[Saved entries]

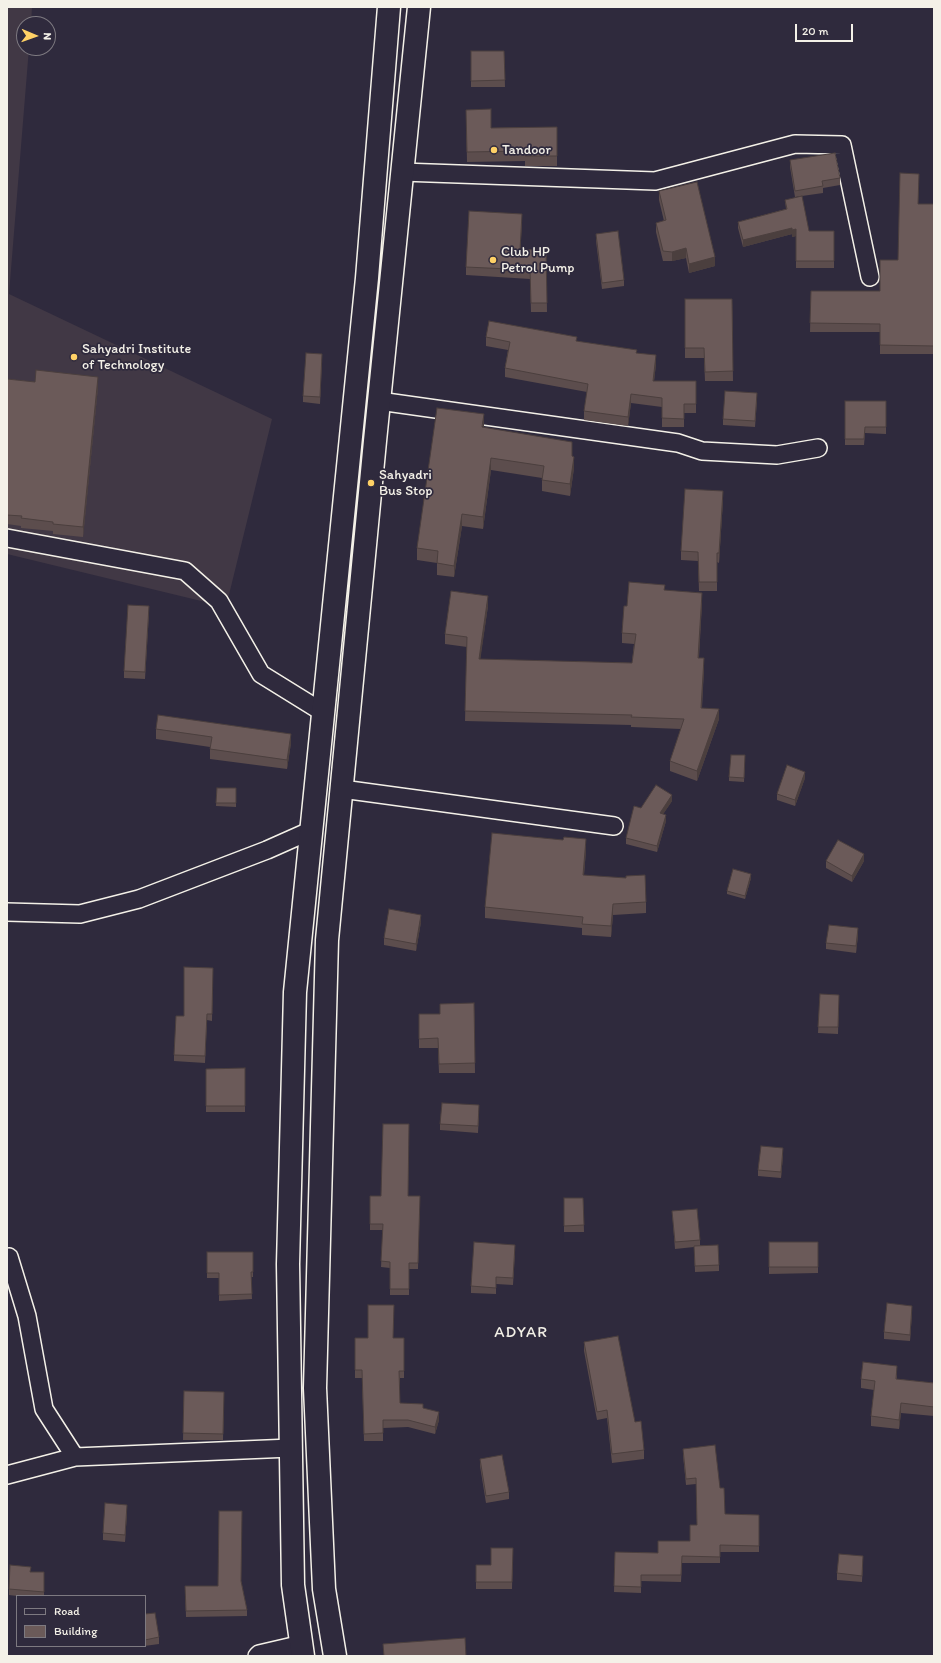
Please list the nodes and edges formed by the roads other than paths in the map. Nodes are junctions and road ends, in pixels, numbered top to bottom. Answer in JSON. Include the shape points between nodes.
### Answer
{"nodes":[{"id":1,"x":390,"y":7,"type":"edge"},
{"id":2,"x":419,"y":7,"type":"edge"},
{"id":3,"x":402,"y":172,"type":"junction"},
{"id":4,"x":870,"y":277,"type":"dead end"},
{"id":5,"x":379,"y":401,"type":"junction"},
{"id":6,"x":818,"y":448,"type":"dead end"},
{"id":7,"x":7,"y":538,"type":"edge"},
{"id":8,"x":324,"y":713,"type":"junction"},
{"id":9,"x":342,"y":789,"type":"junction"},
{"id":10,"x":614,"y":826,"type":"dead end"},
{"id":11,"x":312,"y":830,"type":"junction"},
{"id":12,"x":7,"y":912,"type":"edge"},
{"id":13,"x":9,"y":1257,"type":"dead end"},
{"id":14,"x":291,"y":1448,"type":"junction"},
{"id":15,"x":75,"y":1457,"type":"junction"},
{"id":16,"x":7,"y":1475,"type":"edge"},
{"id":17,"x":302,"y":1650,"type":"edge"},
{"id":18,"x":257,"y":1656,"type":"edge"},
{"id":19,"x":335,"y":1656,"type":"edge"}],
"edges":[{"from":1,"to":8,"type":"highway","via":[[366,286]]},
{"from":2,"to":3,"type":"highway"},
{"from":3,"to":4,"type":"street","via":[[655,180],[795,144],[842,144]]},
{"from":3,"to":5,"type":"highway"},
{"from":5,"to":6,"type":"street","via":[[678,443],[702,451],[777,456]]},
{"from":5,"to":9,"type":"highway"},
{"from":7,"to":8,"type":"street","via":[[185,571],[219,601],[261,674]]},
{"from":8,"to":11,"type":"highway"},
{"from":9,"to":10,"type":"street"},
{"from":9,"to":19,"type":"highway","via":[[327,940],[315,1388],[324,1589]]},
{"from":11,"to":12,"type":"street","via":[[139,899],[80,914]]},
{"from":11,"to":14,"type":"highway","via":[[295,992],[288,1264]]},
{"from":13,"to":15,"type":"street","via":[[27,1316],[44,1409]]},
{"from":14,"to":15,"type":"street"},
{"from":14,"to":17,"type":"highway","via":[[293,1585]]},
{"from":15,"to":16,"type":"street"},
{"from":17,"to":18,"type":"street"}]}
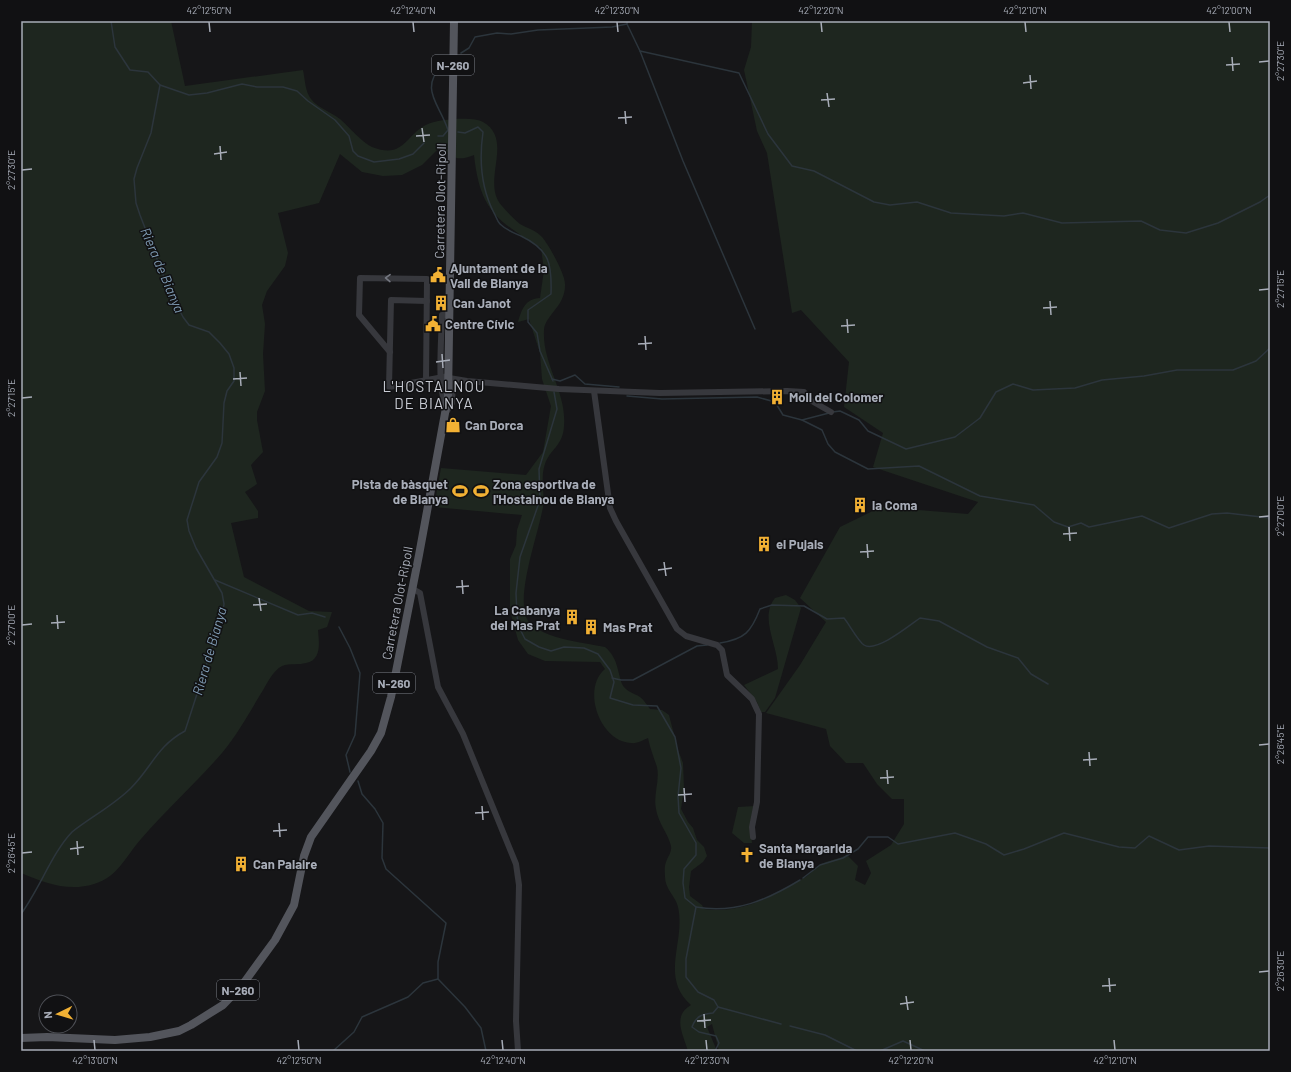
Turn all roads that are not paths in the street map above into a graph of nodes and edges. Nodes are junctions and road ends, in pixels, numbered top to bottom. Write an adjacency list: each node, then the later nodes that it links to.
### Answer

> ABOUT THIS TASK:
Repeat every record precisely. Any picture among them stays out of the copy.

> TASK OUTPUT:
Please list the nodes and edges formed by the roads other than paths in the map. Nodes are junctions and road ends, in pixels, numbered top to bottom. Answer in JSON. Include the shape points between nodes.
### Answer
{"nodes":[{"id":1,"x":390,"y":7,"type":"edge"},
{"id":2,"x":419,"y":7,"type":"edge"},
{"id":3,"x":402,"y":172,"type":"junction"},
{"id":4,"x":870,"y":277,"type":"dead end"},
{"id":5,"x":379,"y":401,"type":"junction"},
{"id":6,"x":818,"y":448,"type":"dead end"},
{"id":7,"x":7,"y":538,"type":"edge"},
{"id":8,"x":324,"y":713,"type":"junction"},
{"id":9,"x":342,"y":789,"type":"junction"},
{"id":10,"x":614,"y":826,"type":"dead end"},
{"id":11,"x":312,"y":830,"type":"junction"},
{"id":12,"x":7,"y":912,"type":"edge"},
{"id":13,"x":9,"y":1257,"type":"dead end"},
{"id":14,"x":291,"y":1448,"type":"junction"},
{"id":15,"x":75,"y":1457,"type":"junction"},
{"id":16,"x":7,"y":1475,"type":"edge"},
{"id":17,"x":302,"y":1650,"type":"edge"},
{"id":18,"x":257,"y":1656,"type":"edge"},
{"id":19,"x":335,"y":1656,"type":"edge"}],
"edges":[{"from":1,"to":8,"type":"highway","via":[[366,286]]},
{"from":2,"to":3,"type":"highway"},
{"from":3,"to":4,"type":"street","via":[[655,180],[795,144],[842,144]]},
{"from":3,"to":5,"type":"highway"},
{"from":5,"to":6,"type":"street","via":[[678,443],[702,451],[777,456]]},
{"from":5,"to":9,"type":"highway"},
{"from":7,"to":8,"type":"street","via":[[185,571],[219,601],[261,674]]},
{"from":8,"to":11,"type":"highway"},
{"from":9,"to":10,"type":"street"},
{"from":9,"to":19,"type":"highway","via":[[327,940],[315,1388],[324,1589]]},
{"from":11,"to":12,"type":"street","via":[[139,899],[80,914]]},
{"from":11,"to":14,"type":"highway","via":[[295,992],[288,1264]]},
{"from":13,"to":15,"type":"street","via":[[27,1316],[44,1409]]},
{"from":14,"to":15,"type":"street"},
{"from":14,"to":17,"type":"highway","via":[[293,1585]]},
{"from":15,"to":16,"type":"street"},
{"from":17,"to":18,"type":"street"}]}
Turn all roads that are not paths in the street map above into a graph of nodes and edges. Nodes are junctions and road ends, in pixels, numbered top to bottom. Write an adjacency list: each node, then the later nodes that it links to.
### Answer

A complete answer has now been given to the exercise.